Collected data
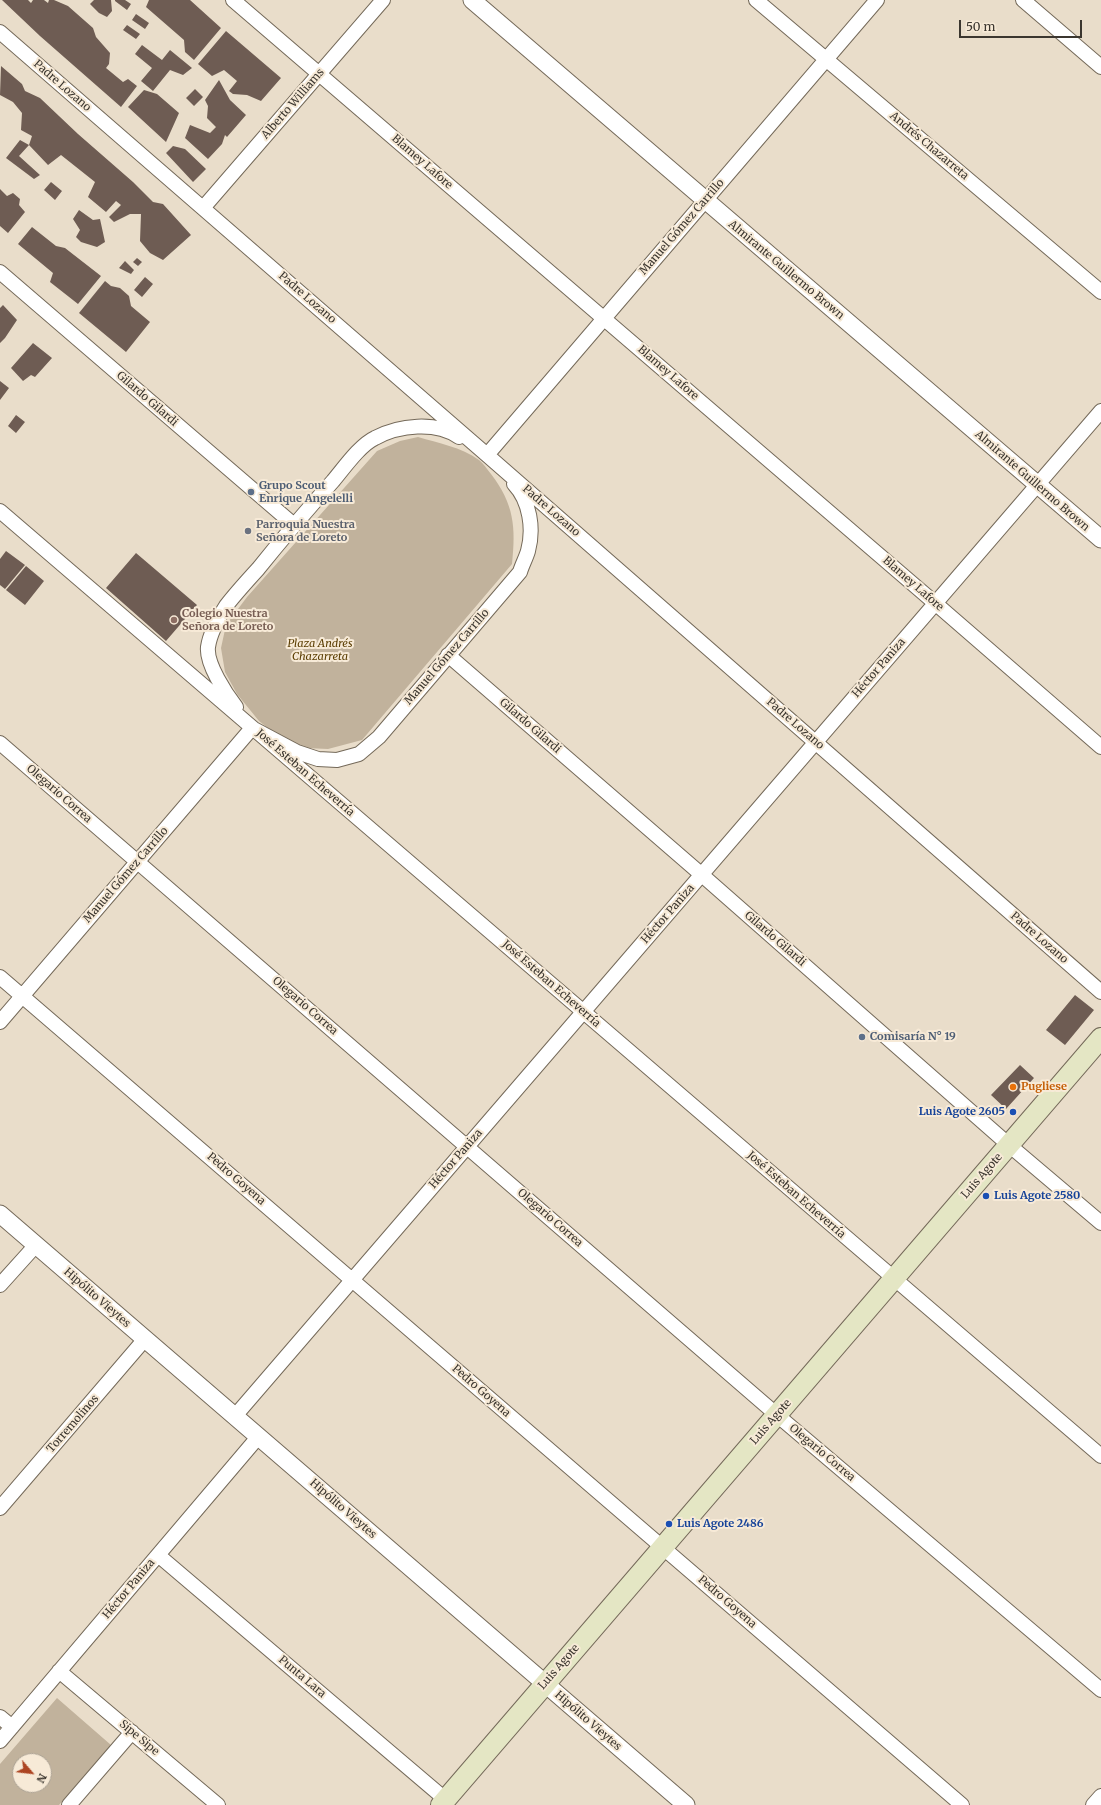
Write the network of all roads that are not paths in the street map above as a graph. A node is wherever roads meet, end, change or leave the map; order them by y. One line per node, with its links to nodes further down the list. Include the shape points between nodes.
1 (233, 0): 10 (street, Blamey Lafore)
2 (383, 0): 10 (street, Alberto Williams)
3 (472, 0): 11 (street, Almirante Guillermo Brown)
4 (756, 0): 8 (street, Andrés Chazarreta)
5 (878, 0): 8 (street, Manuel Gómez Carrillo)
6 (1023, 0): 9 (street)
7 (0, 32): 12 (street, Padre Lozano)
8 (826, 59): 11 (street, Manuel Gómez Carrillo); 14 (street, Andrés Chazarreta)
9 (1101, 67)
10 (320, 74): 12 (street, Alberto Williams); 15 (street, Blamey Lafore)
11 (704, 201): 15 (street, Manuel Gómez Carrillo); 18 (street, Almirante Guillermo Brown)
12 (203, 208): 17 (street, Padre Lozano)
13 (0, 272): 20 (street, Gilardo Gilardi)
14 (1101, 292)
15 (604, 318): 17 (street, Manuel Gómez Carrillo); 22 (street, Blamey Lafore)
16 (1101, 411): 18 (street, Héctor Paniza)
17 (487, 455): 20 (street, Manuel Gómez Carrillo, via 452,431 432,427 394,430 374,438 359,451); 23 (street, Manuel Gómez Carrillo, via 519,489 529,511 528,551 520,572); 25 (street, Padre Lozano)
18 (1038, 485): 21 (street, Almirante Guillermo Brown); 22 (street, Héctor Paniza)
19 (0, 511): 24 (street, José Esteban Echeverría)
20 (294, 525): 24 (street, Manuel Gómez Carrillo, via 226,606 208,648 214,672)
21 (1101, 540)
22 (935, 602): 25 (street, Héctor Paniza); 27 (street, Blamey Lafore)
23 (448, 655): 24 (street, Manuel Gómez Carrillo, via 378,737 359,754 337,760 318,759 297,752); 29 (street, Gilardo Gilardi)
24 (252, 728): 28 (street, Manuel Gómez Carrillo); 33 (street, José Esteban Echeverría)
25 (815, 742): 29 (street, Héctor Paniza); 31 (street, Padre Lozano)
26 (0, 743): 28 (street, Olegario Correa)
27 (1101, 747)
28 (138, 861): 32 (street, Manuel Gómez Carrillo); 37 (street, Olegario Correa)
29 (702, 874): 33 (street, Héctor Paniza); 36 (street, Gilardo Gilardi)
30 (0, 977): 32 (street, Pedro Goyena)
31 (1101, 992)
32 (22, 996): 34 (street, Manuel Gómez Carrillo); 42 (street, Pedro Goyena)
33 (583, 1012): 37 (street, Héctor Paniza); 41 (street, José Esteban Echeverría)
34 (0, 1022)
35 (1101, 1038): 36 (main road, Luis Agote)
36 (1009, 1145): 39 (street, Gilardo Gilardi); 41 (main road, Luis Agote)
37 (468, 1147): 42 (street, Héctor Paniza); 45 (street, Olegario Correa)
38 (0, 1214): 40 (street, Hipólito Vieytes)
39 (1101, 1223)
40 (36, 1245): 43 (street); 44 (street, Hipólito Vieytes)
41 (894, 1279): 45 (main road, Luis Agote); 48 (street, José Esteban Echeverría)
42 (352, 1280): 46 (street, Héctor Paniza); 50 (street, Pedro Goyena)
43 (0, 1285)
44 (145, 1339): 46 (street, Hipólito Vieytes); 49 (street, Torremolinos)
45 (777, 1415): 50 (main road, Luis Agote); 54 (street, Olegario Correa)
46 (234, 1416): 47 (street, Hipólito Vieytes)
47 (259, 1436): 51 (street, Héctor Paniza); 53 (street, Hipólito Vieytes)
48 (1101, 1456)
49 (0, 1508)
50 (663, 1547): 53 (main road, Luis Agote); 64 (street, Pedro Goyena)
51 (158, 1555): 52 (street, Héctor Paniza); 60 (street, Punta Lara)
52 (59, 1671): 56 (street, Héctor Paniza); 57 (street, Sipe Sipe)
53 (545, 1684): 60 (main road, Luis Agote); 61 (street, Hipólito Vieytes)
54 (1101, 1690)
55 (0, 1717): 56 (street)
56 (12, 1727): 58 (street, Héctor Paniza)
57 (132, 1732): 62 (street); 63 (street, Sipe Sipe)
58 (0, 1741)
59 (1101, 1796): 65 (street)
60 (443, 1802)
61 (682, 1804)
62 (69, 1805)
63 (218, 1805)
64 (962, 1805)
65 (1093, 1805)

Your instructions:
The number alone is wanted: how many lines of the records above include the string "Echeverría".

Task response:
4